# Task
Exactly as given, reproduce the records in full.

[Dataset entries]
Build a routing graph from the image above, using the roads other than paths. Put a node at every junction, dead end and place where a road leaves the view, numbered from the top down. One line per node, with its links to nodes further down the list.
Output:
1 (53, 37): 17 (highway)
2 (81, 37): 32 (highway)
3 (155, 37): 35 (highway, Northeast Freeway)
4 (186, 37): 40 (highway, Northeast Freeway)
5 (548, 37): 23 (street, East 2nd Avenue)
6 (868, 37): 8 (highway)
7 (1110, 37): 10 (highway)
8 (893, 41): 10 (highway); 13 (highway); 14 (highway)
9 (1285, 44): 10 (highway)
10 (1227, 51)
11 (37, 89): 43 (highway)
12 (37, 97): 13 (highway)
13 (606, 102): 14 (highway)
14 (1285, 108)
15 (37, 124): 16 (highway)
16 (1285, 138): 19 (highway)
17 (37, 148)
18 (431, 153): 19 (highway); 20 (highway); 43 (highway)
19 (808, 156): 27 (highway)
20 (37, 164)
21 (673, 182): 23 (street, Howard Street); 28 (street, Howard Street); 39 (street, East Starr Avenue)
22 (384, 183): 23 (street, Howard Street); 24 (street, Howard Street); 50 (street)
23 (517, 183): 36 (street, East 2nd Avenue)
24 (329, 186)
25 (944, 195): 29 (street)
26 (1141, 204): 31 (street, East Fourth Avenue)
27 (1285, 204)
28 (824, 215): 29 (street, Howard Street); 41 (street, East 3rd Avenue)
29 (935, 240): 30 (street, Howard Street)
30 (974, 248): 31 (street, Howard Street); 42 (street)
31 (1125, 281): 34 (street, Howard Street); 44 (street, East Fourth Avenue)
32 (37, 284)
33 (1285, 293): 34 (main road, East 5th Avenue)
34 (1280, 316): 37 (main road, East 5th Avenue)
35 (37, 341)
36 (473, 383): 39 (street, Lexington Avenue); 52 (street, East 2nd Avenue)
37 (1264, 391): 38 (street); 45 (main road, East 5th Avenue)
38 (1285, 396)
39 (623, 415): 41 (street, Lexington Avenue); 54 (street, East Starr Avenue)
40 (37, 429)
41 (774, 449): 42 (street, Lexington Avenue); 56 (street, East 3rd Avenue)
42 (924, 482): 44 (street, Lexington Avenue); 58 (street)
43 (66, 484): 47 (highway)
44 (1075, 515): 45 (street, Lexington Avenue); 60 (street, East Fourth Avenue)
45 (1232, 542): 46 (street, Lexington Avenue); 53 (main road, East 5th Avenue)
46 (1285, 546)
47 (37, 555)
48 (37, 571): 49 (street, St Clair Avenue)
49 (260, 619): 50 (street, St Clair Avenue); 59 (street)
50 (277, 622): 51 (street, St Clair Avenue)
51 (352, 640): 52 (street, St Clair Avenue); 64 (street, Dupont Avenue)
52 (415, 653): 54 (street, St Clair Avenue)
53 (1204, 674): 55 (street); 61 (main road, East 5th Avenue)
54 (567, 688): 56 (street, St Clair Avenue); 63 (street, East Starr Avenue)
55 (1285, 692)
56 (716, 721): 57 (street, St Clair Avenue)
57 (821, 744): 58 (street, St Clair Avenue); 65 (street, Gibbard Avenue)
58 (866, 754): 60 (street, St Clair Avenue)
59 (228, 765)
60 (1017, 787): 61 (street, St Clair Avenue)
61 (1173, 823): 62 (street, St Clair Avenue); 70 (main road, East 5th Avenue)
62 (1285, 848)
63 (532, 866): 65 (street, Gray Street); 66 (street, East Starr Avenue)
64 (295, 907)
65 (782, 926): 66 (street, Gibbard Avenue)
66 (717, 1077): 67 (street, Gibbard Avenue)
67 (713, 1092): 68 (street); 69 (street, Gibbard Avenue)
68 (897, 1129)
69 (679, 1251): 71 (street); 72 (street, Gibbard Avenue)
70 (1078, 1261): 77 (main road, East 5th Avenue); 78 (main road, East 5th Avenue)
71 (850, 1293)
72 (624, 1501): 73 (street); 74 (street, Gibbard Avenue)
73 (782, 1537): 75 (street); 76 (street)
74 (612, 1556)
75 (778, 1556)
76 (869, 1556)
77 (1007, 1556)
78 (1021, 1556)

# Response box
Build a routing graph from the image above, using the roads other than paths. Put a node at every junction, dead end and place where a road leaves the view, numbered from the top down. One line per node, with its links to nodes further down the list.
Output:
1 (53, 37): 17 (highway)
2 (81, 37): 32 (highway)
3 (155, 37): 35 (highway, Northeast Freeway)
4 (186, 37): 40 (highway, Northeast Freeway)
5 (548, 37): 23 (street, East 2nd Avenue)
6 (868, 37): 8 (highway)
7 (1110, 37): 10 (highway)
8 (893, 41): 10 (highway); 13 (highway); 14 (highway)
9 (1285, 44): 10 (highway)
10 (1227, 51)
11 (37, 89): 43 (highway)
12 (37, 97): 13 (highway)
13 (606, 102): 14 (highway)
14 (1285, 108)
15 (37, 124): 16 (highway)
16 (1285, 138): 19 (highway)
17 (37, 148)
18 (431, 153): 19 (highway); 20 (highway); 43 (highway)
19 (808, 156): 27 (highway)
20 (37, 164)
21 (673, 182): 23 (street, Howard Street); 28 (street, Howard Street); 39 (street, East Starr Avenue)
22 (384, 183): 23 (street, Howard Street); 24 (street, Howard Street); 50 (street)
23 (517, 183): 36 (street, East 2nd Avenue)
24 (329, 186)
25 (944, 195): 29 (street)
26 (1141, 204): 31 (street, East Fourth Avenue)
27 (1285, 204)
28 (824, 215): 29 (street, Howard Street); 41 (street, East 3rd Avenue)
29 (935, 240): 30 (street, Howard Street)
30 (974, 248): 31 (street, Howard Street); 42 (street)
31 (1125, 281): 34 (street, Howard Street); 44 (street, East Fourth Avenue)
32 (37, 284)
33 (1285, 293): 34 (main road, East 5th Avenue)
34 (1280, 316): 37 (main road, East 5th Avenue)
35 (37, 341)
36 (473, 383): 39 (street, Lexington Avenue); 52 (street, East 2nd Avenue)
37 (1264, 391): 38 (street); 45 (main road, East 5th Avenue)
38 (1285, 396)
39 (623, 415): 41 (street, Lexington Avenue); 54 (street, East Starr Avenue)
40 (37, 429)
41 (774, 449): 42 (street, Lexington Avenue); 56 (street, East 3rd Avenue)
42 (924, 482): 44 (street, Lexington Avenue); 58 (street)
43 (66, 484): 47 (highway)
44 (1075, 515): 45 (street, Lexington Avenue); 60 (street, East Fourth Avenue)
45 (1232, 542): 46 (street, Lexington Avenue); 53 (main road, East 5th Avenue)
46 (1285, 546)
47 (37, 555)
48 (37, 571): 49 (street, St Clair Avenue)
49 (260, 619): 50 (street, St Clair Avenue); 59 (street)
50 (277, 622): 51 (street, St Clair Avenue)
51 (352, 640): 52 (street, St Clair Avenue); 64 (street, Dupont Avenue)
52 (415, 653): 54 (street, St Clair Avenue)
53 (1204, 674): 55 (street); 61 (main road, East 5th Avenue)
54 (567, 688): 56 (street, St Clair Avenue); 63 (street, East Starr Avenue)
55 (1285, 692)
56 (716, 721): 57 (street, St Clair Avenue)
57 (821, 744): 58 (street, St Clair Avenue); 65 (street, Gibbard Avenue)
58 (866, 754): 60 (street, St Clair Avenue)
59 (228, 765)
60 (1017, 787): 61 (street, St Clair Avenue)
61 (1173, 823): 62 (street, St Clair Avenue); 70 (main road, East 5th Avenue)
62 (1285, 848)
63 (532, 866): 65 (street, Gray Street); 66 (street, East Starr Avenue)
64 (295, 907)
65 (782, 926): 66 (street, Gibbard Avenue)
66 (717, 1077): 67 (street, Gibbard Avenue)
67 (713, 1092): 68 (street); 69 (street, Gibbard Avenue)
68 (897, 1129)
69 (679, 1251): 71 (street); 72 (street, Gibbard Avenue)
70 (1078, 1261): 77 (main road, East 5th Avenue); 78 (main road, East 5th Avenue)
71 (850, 1293)
72 (624, 1501): 73 (street); 74 (street, Gibbard Avenue)
73 (782, 1537): 75 (street); 76 (street)
74 (612, 1556)
75 (778, 1556)
76 (869, 1556)
77 (1007, 1556)
78 (1021, 1556)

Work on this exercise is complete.